Starting at the first line of the records and stopping at the line that contains "index mcp: (238, 174)", transcribe every line exactly and leave out the pictures.

Body or hand keypoint data:
+ + + + + + +

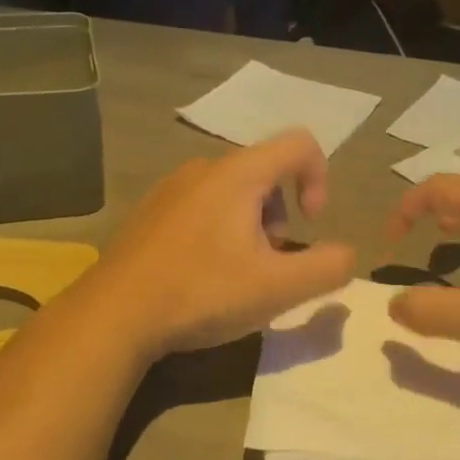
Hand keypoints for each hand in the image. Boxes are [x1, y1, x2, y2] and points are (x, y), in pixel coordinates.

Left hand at [88, 129, 355, 358]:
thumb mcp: (276, 288)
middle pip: (266, 172)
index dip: (320, 178)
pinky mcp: (150, 211)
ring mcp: (171, 187)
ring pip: (233, 191)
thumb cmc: (200, 293)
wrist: (113, 315)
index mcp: (238, 174)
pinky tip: (201, 274)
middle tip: (269, 262)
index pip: (300, 144)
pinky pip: (202, 205)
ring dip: (251, 224)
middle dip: (282, 215)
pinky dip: (218, 229)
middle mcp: (204, 168)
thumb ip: (326, 268)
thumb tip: (346, 255)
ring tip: (236, 272)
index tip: (310, 224)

+ + + + + + +

**ANSWER TO THE PROBLEM:**
Hand keypoints for each hand in the image. Boxes are [x1, y1, x2, y2] and points are (x, y), in pixel coordinates.

Left hand at [88, 129, 355, 358]:
thumb mcp: (276, 288)
middle pip: (266, 172)
index dip: (320, 178)
pinky mcp: (150, 211)
ring mcp: (171, 187)
ring pip: (233, 191)
thumb cmc: (200, 293)
wrist: (113, 315)
index mcp: (238, 174)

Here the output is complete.